Exercise description
Output the data below exactly. Leave nothing out.

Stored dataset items
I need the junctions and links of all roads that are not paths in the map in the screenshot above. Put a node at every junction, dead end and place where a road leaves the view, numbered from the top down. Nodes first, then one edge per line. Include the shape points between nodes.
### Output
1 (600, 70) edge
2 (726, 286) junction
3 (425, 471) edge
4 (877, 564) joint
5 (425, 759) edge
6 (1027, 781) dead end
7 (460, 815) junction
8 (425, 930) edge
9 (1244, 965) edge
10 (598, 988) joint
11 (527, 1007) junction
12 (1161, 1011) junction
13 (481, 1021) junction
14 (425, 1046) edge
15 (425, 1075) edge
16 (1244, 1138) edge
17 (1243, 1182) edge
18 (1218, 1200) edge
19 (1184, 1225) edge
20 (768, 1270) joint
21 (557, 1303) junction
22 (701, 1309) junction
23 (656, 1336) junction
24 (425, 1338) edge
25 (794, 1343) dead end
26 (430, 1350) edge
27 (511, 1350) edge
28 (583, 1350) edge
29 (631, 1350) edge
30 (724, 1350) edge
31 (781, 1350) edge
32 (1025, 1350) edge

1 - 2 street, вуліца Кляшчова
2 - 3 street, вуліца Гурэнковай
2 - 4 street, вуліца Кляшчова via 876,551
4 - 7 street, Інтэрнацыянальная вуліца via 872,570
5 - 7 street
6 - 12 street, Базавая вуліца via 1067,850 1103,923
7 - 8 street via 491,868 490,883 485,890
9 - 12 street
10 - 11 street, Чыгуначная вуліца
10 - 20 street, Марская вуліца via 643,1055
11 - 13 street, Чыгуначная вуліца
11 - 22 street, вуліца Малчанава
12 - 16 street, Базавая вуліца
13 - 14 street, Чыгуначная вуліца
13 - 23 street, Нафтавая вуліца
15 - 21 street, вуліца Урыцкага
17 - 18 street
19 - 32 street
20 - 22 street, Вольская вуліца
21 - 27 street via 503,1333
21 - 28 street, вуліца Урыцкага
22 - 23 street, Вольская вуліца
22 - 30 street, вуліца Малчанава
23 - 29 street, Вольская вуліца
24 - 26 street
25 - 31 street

Answer
I need the junctions and links of all roads that are not paths in the map in the screenshot above. Put a node at every junction, dead end and place where a road leaves the view, numbered from the top down. Nodes first, then one edge per line. Include the shape points between nodes.
### Output
1 (600, 70) edge
2 (726, 286) junction
3 (425, 471) edge
4 (877, 564) joint
5 (425, 759) edge
6 (1027, 781) dead end
7 (460, 815) junction
8 (425, 930) edge
9 (1244, 965) edge
10 (598, 988) joint
11 (527, 1007) junction
12 (1161, 1011) junction
13 (481, 1021) junction
14 (425, 1046) edge
15 (425, 1075) edge
16 (1244, 1138) edge
17 (1243, 1182) edge
18 (1218, 1200) edge
19 (1184, 1225) edge
20 (768, 1270) joint
21 (557, 1303) junction
22 (701, 1309) junction
23 (656, 1336) junction
24 (425, 1338) edge
25 (794, 1343) dead end
26 (430, 1350) edge
27 (511, 1350) edge
28 (583, 1350) edge
29 (631, 1350) edge
30 (724, 1350) edge
31 (781, 1350) edge
32 (1025, 1350) edge

1 - 2 street, вуліца Кляшчова
2 - 3 street, вуліца Гурэнковай
2 - 4 street, вуліца Кляшчова via 876,551
4 - 7 street, Інтэрнацыянальная вуліца via 872,570
5 - 7 street
6 - 12 street, Базавая вуліца via 1067,850 1103,923
7 - 8 street via 491,868 490,883 485,890
9 - 12 street
10 - 11 street, Чыгуначная вуліца
10 - 20 street, Марская вуліца via 643,1055
11 - 13 street, Чыгуначная вуліца
11 - 22 street, вуліца Малчанава
12 - 16 street, Базавая вуліца
13 - 14 street, Чыгуначная вуліца
13 - 23 street, Нафтавая вуліца
15 - 21 street, вуліца Урыцкага
17 - 18 street
19 - 32 street
20 - 22 street, Вольская вуліца
21 - 27 street via 503,1333
21 - 28 street, вуліца Урыцкага
22 - 23 street, Вольская вуліца
22 - 30 street, вуліца Малчанава
23 - 29 street, Вольская вуліца
24 - 26 street
25 - 31 street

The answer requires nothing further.